‘attempting to idiot mom nature’

ON GROUNDHOG DAY I’m all the time reminded of one other vacation: the Fourth of July, and particularly my first Independence Day on this piece of land, many years in the past. To mark Groundhog Day, I supply a classic essay on attempting to idiot Mom Nature, and being proved the idiot as an alternative.

It was a special winter then, and in so some ways a complete totally different period, however I feel there’s nonetheless one thing left on this previous piece of writing, anyhow (although not a definitive reply on outdo a woodchuck, sorry; that’s over right here as an alternative.). Get pleasure from.

(from ‘Newsday’ newspaper backyard column, 1989)

TODAY IS THE DAY when ideas formally flip to the potential coming of spring, however on Groundhog Day, my troubled thoughts can’t let go of recollections of Fourth of July. Simply the point out of something groundhog, actually, and people guilt-laden synapses of mine take me proper to that Independence Day not way back and an ill-advised show of underground fireworks.

I attempted to off a groundhog with a smoke bomb.

There, I really feel higher now that I’ve shared it.

At the moment, like many metropolis individuals, I fought the way in which factor are, or no less than objected to it energetically. The primary yr within the nation home, we fought all the things, I recall, not simply the groundhog (or woodchuck, as we knew him to be known as). On the morning after a harsh snowstorm, for instance, we tried to journey again to the town, and on this self-important misadventure, realized a complete new that means for the time period respect.
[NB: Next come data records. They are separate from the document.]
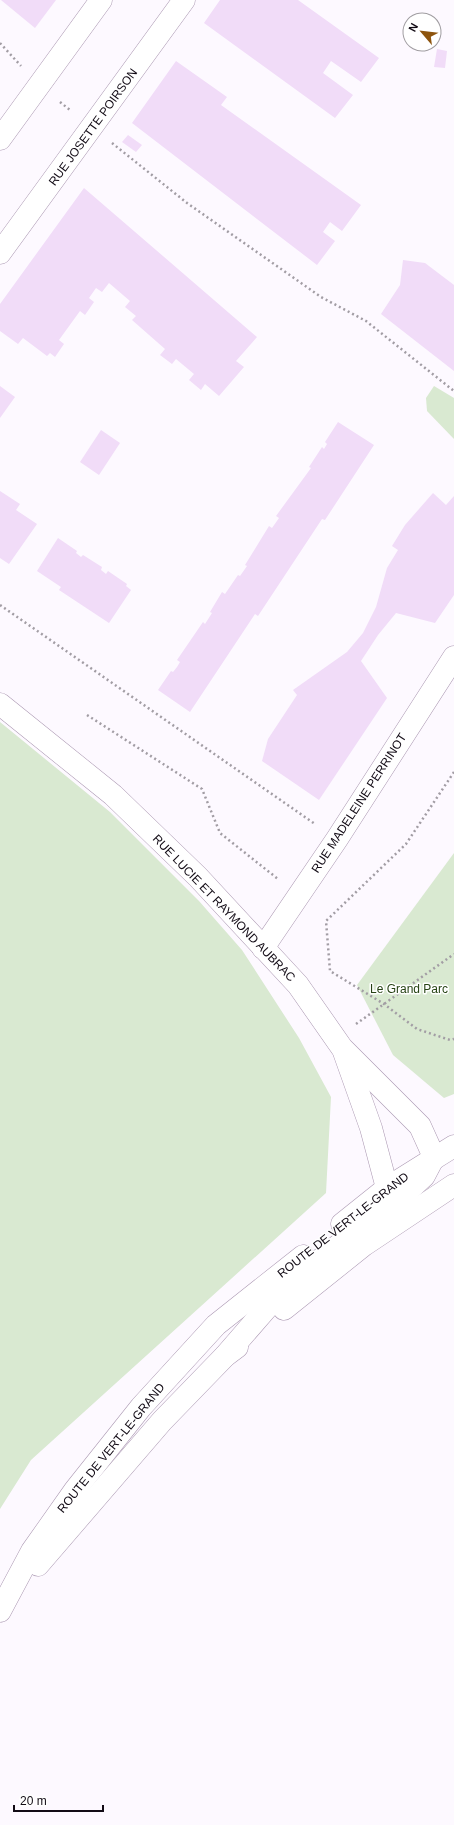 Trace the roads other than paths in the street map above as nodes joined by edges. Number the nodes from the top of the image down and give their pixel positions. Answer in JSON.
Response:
{"nodes":[{"id":1,"x":100,"y":0,"type":"edge"},
{"id":2,"x":184,"y":0,"type":"edge"},
{"id":3,"x":0,"y":139,"type":"edge"},
{"id":4,"x":0,"y":253,"type":"edge"},
{"id":5,"x":454,"y":657,"type":"edge"},
{"id":6,"x":0,"y":704,"type":"edge"},
{"id":7,"x":264,"y":948,"type":"junction"},
{"id":8,"x":338,"y":1043,"type":"junction"},
{"id":9,"x":454,"y":1146,"type":"edge"},
{"id":10,"x":434,"y":1157,"type":"junction"},
{"id":11,"x":454,"y":1185,"type":"edge"},
{"id":12,"x":392,"y":1195,"type":"junction"},
{"id":13,"x":417,"y":1209,"type":"junction"},
{"id":14,"x":225,"y":1356,"type":"junction"},
{"id":15,"x":0,"y":1612,"type":"edge"}],
"edges":[{"from":1,"to":3,"type":"street"},
{"from":2,"to":4,"type":"street","name":"RUE JOSETTE POIRSON"},
{"from":5,"to":7,"type":"street","name":"RUE MADELEINE PERRINOT"},
{"from":6,"to":7,"type":"street","name":"RUE LUCIE ET RAYMOND AUBRAC"},
{"from":7,"to":8,"type":"street","name":"RUE LUCIE ET RAYMOND AUBRAC"},
{"from":8,"to":10,"type":"street","name":"RUE LUCIE ET RAYMOND AUBRAC"},
{"from":8,"to":12,"type":"street","name":"RUE LUCIE ET RAYMOND AUBRAC"},
{"from":9,"to":10,"type":"street","name":"ROUTE DE VERT-LE-GRAND"},
{"from":10,"to":12,"type":"street","name":"ROUTE DE VERT-LE-GRAND"},
{"from":11,"to":13,"type":"street","name":"ROUTE DE VERT-LE-GRAND"},
{"from":12,"to":13,"type":"street"},
{"from":12,"to":14,"type":"street","name":"ROUTE DE VERT-LE-GRAND"},
{"from":12,"to":15,"type":"street","name":"ROUTE DE VERT-LE-GRAND"},
{"from":13,"to":14,"type":"street","name":"ROUTE DE VERT-LE-GRAND"},
{"from":14,"to":15,"type":"street","name":"ROUTE DE VERT-LE-GRAND"}]} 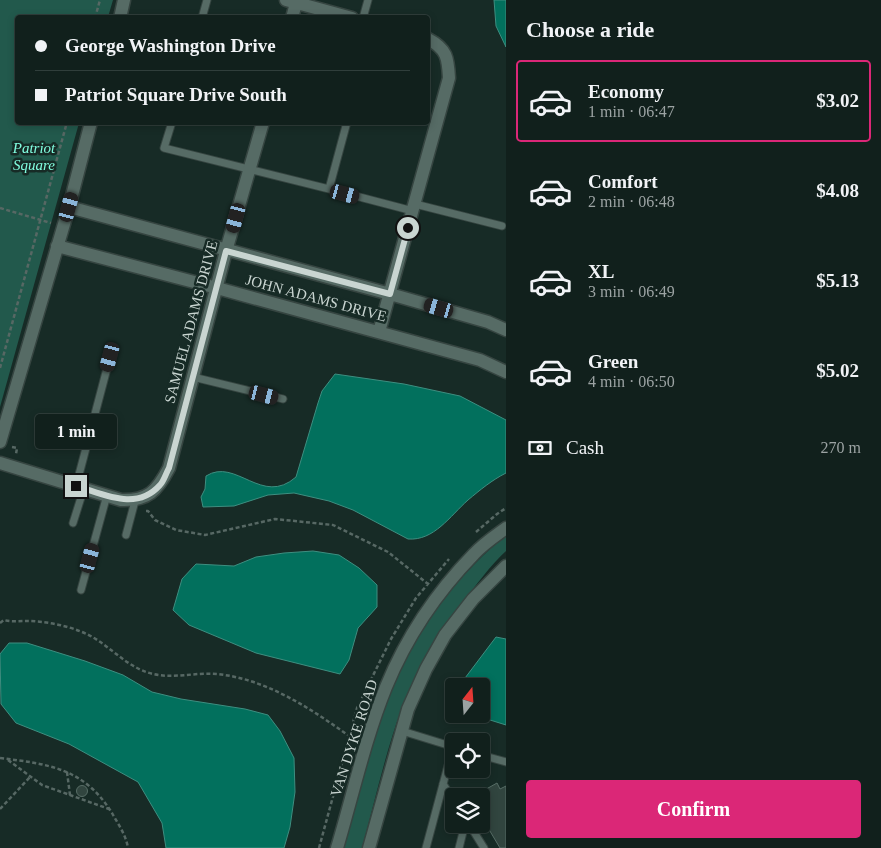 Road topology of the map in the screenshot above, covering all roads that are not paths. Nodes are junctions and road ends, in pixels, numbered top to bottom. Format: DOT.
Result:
graph roads {
  1 [pos="124,0"];
  2 [pos="207,0"];
  3 [pos="368,0"];
  4 [pos="291,1"];
  5 [pos="121,15"];
  6 [pos="203,15"];
  7 [pos="292,15"];
  8 [pos="341,15"];
  9 [pos="364,15"];
  10 [pos="430,40"];
  11 [pos="90,125"];
  12 [pos="171,125"];
  13 [pos="262,125"];
  14 [pos="345,125"];
  15 [pos="249,169"];
  16 [pos="329,190"];
  17 [pos="69,207"];
  18 [pos="414,208"];
  19 [pos="502,226"];
  20 [pos="57,246"];
  21 [pos="226,251"];
  22 [pos="216,288"];
  23 [pos="390,294"];
  24 [pos="506,330"];
  25 [pos="379,332"];
  26 [pos="110,357"];
  27 [pos="506,372"];
  28 [pos="193,377"];
  29 [pos="283,399"];
  30 [pos="0,442"];
  31 [pos="0,463"];
  32 [pos="80,487"];
  33 [pos="107,495"];
  34 [pos="135,501"];
  35 [pos="73,523"];
  36 [pos="506,528"];
  37 [pos="126,535"];
  38 [pos="506,566"];
  39 [pos="81,590"];
  40 [pos="402,730"];
  41 [pos="445,744"];
  42 [pos="490,758"];
  43 [pos="506,762"];
  44 [pos="445,777"];
  45 [pos="443,784"];
  46 [pos="446,788"];
  47 [pos="464,833"];
  48 [pos="473,833"];
  49 [pos="338,848"];
  50 [pos="369,848"];
  51 [pos="426,848"];
  52 [pos="459,848"];
  53 [pos="484,848"];
  1 -- 5 [label="street"];
  2 -- 6 [label="lane"];
  3 -- 9 [label="lane"];
  4 -- 7 [label="street"];
  4 -- 8 [label="street"];
  10 -- 18 [label="street"];
  11 -- 17 [label="street"];
  12 -- 15 [label="lane"];
  13 -- 15 [label="street, SAMUEL ADAMS DRIVE"];
  14 -- 16 [label="lane"];
  15 -- 16 [label="lane"];
  15 -- 21 [label="street, SAMUEL ADAMS DRIVE"];
  16 -- 18 [label="lane"];
  17 -- 20 [label="street"];
  17 -- 21 [label="street, JOHN ADAMS DRIVE"];
  18 -- 19 [label="lane"];
  18 -- 23 [label="street"];
  20 -- 22 [label="street, JOHN ADAMS DRIVE"];
  20 -- 30 [label="street"];
  21 -- 22 [label="street, SAMUEL ADAMS DRIVE"];
  21 -- 23 [label="street, JOHN ADAMS DRIVE"];
  22 -- 25 [label="street, JOHN ADAMS DRIVE"];
  22 -- 28 [label="street, SAMUEL ADAMS DRIVE"];
  23 -- 24 [label="street, JOHN ADAMS DRIVE"];
  23 -- 25 [label="street"];
  25 -- 27 [label="street, JOHN ADAMS DRIVE"];
  26 -- 32 [label="lane"];
  28 -- 29 [label="lane"];
  28 -- 34 [label="street, SAMUEL ADAMS DRIVE"];
  31 -- 32 [label="street"];
  32 -- 33 [label="street"];
  32 -- 35 [label="lane"];
  33 -- 34 [label="street"];
  33 -- 39 [label="lane"];
  34 -- 37 [label="lane"];
  36 -- 49 [label="street, VAN DYKE ROAD"];
  38 -- 40 [label="street"];
  40 -- 41 [label="lane"];
  40 -- 50 [label="street"];
  42 -- 43 [label="lane"];
  44 -- 45 [label="lane"];
  45 -- 46 [label="lane"];
  45 -- 51 [label="lane"];
  47 -- 52 [label="lane"];
  48 -- 53 [label="lane"];
}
We fought the deer, who for generations had been coming to eat beneath the apple bushes we now insisted had been ours; the mice, who requested solely a heat place–our bed room wall–to lift their kids. We fought the logic that claims that moss, not flowers, grows on the north aspect of a home, and we even fought one another.

Neither skiers nor kids desirous to trend Frosty on the entrance garden, we moaned about snow just because it was inconvenient, as a result of it slowed us down. Now, a number of winters wiser, we pray for the stuff. It’s nectar, sustenance. We have now seen the devastation a winter windstorm can deal unto the bare backyard, the place no white blanket lies in place to melt the blow.  When it melts round this time of yr, we pray for extra with all our may.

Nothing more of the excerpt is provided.